LISTED RECORDS
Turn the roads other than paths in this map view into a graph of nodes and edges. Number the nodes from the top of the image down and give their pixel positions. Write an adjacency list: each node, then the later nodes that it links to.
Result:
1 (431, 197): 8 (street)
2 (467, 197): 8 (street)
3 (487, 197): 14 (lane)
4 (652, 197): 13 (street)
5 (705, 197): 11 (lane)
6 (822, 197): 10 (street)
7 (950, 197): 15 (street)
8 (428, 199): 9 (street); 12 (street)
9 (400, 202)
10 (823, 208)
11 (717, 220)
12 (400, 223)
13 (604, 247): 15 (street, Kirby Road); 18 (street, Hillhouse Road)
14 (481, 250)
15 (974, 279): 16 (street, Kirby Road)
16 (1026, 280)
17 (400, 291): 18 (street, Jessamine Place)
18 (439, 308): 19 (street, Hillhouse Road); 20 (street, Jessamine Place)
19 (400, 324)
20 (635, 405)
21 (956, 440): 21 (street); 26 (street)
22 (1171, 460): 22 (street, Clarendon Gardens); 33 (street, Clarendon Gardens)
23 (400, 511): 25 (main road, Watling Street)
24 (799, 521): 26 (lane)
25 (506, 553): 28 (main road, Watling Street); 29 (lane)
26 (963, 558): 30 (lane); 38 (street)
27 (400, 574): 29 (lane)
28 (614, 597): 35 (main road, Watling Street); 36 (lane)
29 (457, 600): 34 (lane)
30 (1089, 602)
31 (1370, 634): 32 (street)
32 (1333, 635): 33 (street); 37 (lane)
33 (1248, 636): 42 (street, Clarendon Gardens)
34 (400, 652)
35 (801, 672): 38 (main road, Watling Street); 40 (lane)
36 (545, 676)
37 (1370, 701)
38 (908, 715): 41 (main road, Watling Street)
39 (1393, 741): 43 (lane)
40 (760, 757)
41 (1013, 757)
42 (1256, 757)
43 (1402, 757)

EXERCISE BRIEF
Recopy all of the records verbatim.

ANSWER FOR THIS EXERCISE
Turn the roads other than paths in this map view into a graph of nodes and edges. Number the nodes from the top of the image down and give their pixel positions. Write an adjacency list: each node, then the later nodes that it links to.
Result:
1 (431, 197): 8 (street)
2 (467, 197): 8 (street)
3 (487, 197): 14 (lane)
4 (652, 197): 13 (street)
5 (705, 197): 11 (lane)
6 (822, 197): 10 (street)
7 (950, 197): 15 (street)
8 (428, 199): 9 (street); 12 (street)
9 (400, 202)
10 (823, 208)
11 (717, 220)
12 (400, 223)
13 (604, 247): 15 (street, Kirby Road); 18 (street, Hillhouse Road)
14 (481, 250)
15 (974, 279): 16 (street, Kirby Road)
16 (1026, 280)
17 (400, 291): 18 (street, Jessamine Place)
18 (439, 308): 19 (street, Hillhouse Road); 20 (street, Jessamine Place)
19 (400, 324)
20 (635, 405)
21 (956, 440): 21 (street); 26 (street)
22 (1171, 460): 22 (street, Clarendon Gardens); 33 (street, Clarendon Gardens)
23 (400, 511): 25 (main road, Watling Street)
24 (799, 521): 26 (lane)
25 (506, 553): 28 (main road, Watling Street); 29 (lane)
26 (963, 558): 30 (lane); 38 (street)
27 (400, 574): 29 (lane)
28 (614, 597): 35 (main road, Watling Street); 36 (lane)
29 (457, 600): 34 (lane)
30 (1089, 602)
31 (1370, 634): 32 (street)
32 (1333, 635): 33 (street); 37 (lane)
33 (1248, 636): 42 (street, Clarendon Gardens)
34 (400, 652)
35 (801, 672): 38 (main road, Watling Street); 40 (lane)
36 (545, 676)
37 (1370, 701)
38 (908, 715): 41 (main road, Watling Street)
39 (1393, 741): 43 (lane)
40 (760, 757)
41 (1013, 757)
42 (1256, 757)
43 (1402, 757)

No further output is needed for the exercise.